***** Extracted information
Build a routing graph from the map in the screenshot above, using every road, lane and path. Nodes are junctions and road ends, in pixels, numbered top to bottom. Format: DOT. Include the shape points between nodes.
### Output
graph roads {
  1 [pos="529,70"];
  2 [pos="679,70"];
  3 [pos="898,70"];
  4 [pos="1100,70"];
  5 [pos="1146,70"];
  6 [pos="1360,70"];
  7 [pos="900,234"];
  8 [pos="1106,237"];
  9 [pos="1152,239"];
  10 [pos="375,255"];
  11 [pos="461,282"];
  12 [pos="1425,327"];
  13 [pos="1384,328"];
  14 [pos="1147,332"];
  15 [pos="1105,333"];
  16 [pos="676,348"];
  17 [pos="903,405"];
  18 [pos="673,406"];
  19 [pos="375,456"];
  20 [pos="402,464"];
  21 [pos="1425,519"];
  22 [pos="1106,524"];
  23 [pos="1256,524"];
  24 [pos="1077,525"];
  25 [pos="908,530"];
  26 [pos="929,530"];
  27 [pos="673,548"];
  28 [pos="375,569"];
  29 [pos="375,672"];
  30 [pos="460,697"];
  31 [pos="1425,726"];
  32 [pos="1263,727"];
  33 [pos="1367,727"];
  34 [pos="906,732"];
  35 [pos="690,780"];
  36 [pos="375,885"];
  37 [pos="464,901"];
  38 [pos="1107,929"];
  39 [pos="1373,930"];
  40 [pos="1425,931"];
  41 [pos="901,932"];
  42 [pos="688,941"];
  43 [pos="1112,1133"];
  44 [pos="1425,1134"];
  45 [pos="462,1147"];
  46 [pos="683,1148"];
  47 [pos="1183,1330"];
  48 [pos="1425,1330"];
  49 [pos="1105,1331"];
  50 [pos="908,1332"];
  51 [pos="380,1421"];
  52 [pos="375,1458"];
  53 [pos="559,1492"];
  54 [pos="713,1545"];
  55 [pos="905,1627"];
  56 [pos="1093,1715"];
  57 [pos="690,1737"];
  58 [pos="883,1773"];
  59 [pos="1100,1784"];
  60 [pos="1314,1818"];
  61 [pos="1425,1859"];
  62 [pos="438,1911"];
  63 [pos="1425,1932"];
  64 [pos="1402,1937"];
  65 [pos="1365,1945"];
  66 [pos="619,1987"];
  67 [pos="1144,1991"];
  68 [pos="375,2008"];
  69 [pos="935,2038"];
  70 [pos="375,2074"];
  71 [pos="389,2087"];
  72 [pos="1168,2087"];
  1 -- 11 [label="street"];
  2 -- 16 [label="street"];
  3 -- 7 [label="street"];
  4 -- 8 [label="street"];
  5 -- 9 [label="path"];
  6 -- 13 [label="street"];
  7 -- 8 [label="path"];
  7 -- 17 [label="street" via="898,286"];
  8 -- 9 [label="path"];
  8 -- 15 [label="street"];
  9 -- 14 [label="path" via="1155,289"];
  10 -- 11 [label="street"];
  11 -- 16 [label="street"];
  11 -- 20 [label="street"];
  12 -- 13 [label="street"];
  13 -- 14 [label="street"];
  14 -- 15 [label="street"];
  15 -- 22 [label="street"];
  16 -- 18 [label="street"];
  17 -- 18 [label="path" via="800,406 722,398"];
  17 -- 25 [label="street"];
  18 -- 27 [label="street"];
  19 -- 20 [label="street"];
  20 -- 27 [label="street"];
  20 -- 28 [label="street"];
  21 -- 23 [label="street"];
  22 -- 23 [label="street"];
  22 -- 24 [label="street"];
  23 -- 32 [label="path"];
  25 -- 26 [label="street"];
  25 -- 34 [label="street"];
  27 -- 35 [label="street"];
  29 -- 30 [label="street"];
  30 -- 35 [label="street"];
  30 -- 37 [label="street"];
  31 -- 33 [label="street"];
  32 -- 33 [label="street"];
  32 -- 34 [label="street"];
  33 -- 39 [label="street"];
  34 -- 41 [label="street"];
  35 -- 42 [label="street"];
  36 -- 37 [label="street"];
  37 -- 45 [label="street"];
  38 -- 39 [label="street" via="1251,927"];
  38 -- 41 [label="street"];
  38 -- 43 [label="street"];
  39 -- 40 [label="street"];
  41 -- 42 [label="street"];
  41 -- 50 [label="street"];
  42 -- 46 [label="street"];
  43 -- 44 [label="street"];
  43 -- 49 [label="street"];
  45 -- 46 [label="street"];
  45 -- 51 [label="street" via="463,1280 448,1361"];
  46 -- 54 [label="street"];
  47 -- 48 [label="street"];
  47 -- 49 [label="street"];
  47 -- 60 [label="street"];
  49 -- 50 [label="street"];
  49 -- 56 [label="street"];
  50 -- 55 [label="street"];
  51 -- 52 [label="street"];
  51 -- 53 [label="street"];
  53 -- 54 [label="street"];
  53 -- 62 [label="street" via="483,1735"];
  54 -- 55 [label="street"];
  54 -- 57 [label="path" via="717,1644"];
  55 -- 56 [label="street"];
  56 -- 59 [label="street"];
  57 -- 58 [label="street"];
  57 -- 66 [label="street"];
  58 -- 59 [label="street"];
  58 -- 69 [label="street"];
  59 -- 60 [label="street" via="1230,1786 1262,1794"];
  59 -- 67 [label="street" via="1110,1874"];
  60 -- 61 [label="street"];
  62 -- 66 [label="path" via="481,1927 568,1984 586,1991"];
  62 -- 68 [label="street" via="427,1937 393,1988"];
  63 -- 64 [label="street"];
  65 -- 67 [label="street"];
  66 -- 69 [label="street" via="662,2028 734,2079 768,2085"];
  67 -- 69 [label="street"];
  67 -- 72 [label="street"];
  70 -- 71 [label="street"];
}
**********
■ **What is required**
Copy out the records above exactly and completely.

■ **Solution to this task**
Build a routing graph from the map in the screenshot above, using every road, lane and path. Nodes are junctions and road ends, in pixels, numbered top to bottom. Format: DOT. Include the shape points between nodes.
### Output
graph roads {
  1 [pos="529,70"];
  2 [pos="679,70"];
  3 [pos="898,70"];
  4 [pos="1100,70"];
  5 [pos="1146,70"];
  6 [pos="1360,70"];
  7 [pos="900,234"];
  8 [pos="1106,237"];
  9 [pos="1152,239"];
  10 [pos="375,255"];
  11 [pos="461,282"];
  12 [pos="1425,327"];
  13 [pos="1384,328"];
  14 [pos="1147,332"];
  15 [pos="1105,333"];
  16 [pos="676,348"];
  17 [pos="903,405"];
  18 [pos="673,406"];
  19 [pos="375,456"];
  20 [pos="402,464"];
  21 [pos="1425,519"];
  22 [pos="1106,524"];
  23 [pos="1256,524"];
  24 [pos="1077,525"];
  25 [pos="908,530"];
  26 [pos="929,530"];
  27 [pos="673,548"];
  28 [pos="375,569"];
  29 [pos="375,672"];
  30 [pos="460,697"];
  31 [pos="1425,726"];
  32 [pos="1263,727"];
  33 [pos="1367,727"];
  34 [pos="906,732"];
  35 [pos="690,780"];
  36 [pos="375,885"];
  37 [pos="464,901"];
  38 [pos="1107,929"];
  39 [pos="1373,930"];
  40 [pos="1425,931"];
  41 [pos="901,932"];
  42 [pos="688,941"];
  43 [pos="1112,1133"];
  44 [pos="1425,1134"];
  45 [pos="462,1147"];
  46 [pos="683,1148"];
  47 [pos="1183,1330"];
  48 [pos="1425,1330"];
  49 [pos="1105,1331"];
  50 [pos="908,1332"];
  51 [pos="380,1421"];
  52 [pos="375,1458"];
  53 [pos="559,1492"];
  54 [pos="713,1545"];
  55 [pos="905,1627"];
  56 [pos="1093,1715"];
  57 [pos="690,1737"];
  58 [pos="883,1773"];
  59 [pos="1100,1784"];
  60 [pos="1314,1818"];
  61 [pos="1425,1859"];
  62 [pos="438,1911"];
  63 [pos="1425,1932"];
  64 [pos="1402,1937"];
  65 [pos="1365,1945"];
  66 [pos="619,1987"];
  67 [pos="1144,1991"];
  68 [pos="375,2008"];
  69 [pos="935,2038"];
  70 [pos="375,2074"];
  71 [pos="389,2087"];
  72 [pos="1168,2087"];
  1 -- 11 [label="street"];
  2 -- 16 [label="street"];
  3 -- 7 [label="street"];
  4 -- 8 [label="street"];
  5 -- 9 [label="path"];
  6 -- 13 [label="street"];
  7 -- 8 [label="path"];
  7 -- 17 [label="street" via="898,286"];
  8 -- 9 [label="path"];
  8 -- 15 [label="street"];
  9 -- 14 [label="path" via="1155,289"];
  10 -- 11 [label="street"];
  11 -- 16 [label="street"];
  11 -- 20 [label="street"];
  12 -- 13 [label="street"];
  13 -- 14 [label="street"];
  14 -- 15 [label="street"];
  15 -- 22 [label="street"];
  16 -- 18 [label="street"];
  17 -- 18 [label="path" via="800,406 722,398"];
  17 -- 25 [label="street"];
  18 -- 27 [label="street"];
  19 -- 20 [label="street"];
  20 -- 27 [label="street"];
  20 -- 28 [label="street"];
  21 -- 23 [label="street"];
  22 -- 23 [label="street"];
  22 -- 24 [label="street"];
  23 -- 32 [label="path"];
  25 -- 26 [label="street"];
  25 -- 34 [label="street"];
  27 -- 35 [label="street"];
  29 -- 30 [label="street"];
  30 -- 35 [label="street"];
  30 -- 37 [label="street"];
  31 -- 33 [label="street"];
  32 -- 33 [label="street"];
  32 -- 34 [label="street"];
  33 -- 39 [label="street"];
  34 -- 41 [label="street"];
  35 -- 42 [label="street"];
  36 -- 37 [label="street"];
  37 -- 45 [label="street"];
  38 -- 39 [label="street" via="1251,927"];
  38 -- 41 [label="street"];
  38 -- 43 [label="street"];
  39 -- 40 [label="street"];
  41 -- 42 [label="street"];
  41 -- 50 [label="street"];
  42 -- 46 [label="street"];
  43 -- 44 [label="street"];
  43 -- 49 [label="street"];
  45 -- 46 [label="street"];
  45 -- 51 [label="street" via="463,1280 448,1361"];
  46 -- 54 [label="street"];
  47 -- 48 [label="street"];
  47 -- 49 [label="street"];
  47 -- 60 [label="street"];
  49 -- 50 [label="street"];
  49 -- 56 [label="street"];
  50 -- 55 [label="street"];
  51 -- 52 [label="street"];
  51 -- 53 [label="street"];
  53 -- 54 [label="street"];
  53 -- 62 [label="street" via="483,1735"];
  54 -- 55 [label="street"];
  54 -- 57 [label="path" via="717,1644"];
  55 -- 56 [label="street"];
  56 -- 59 [label="street"];
  57 -- 58 [label="street"];
  57 -- 66 [label="street"];
  58 -- 59 [label="street"];
  58 -- 69 [label="street"];
  59 -- 60 [label="street" via="1230,1786 1262,1794"];
  59 -- 67 [label="street" via="1110,1874"];
  60 -- 61 [label="street"];
  62 -- 66 [label="path" via="481,1927 568,1984 586,1991"];
  62 -- 68 [label="street" via="427,1937 393,1988"];
  63 -- 64 [label="street"];
  65 -- 67 [label="street"];
  66 -- 69 [label="street" via="662,2028 734,2079 768,2085"];
  67 -- 69 [label="street"];
  67 -- 72 [label="street"];
  70 -- 71 [label="street"];
}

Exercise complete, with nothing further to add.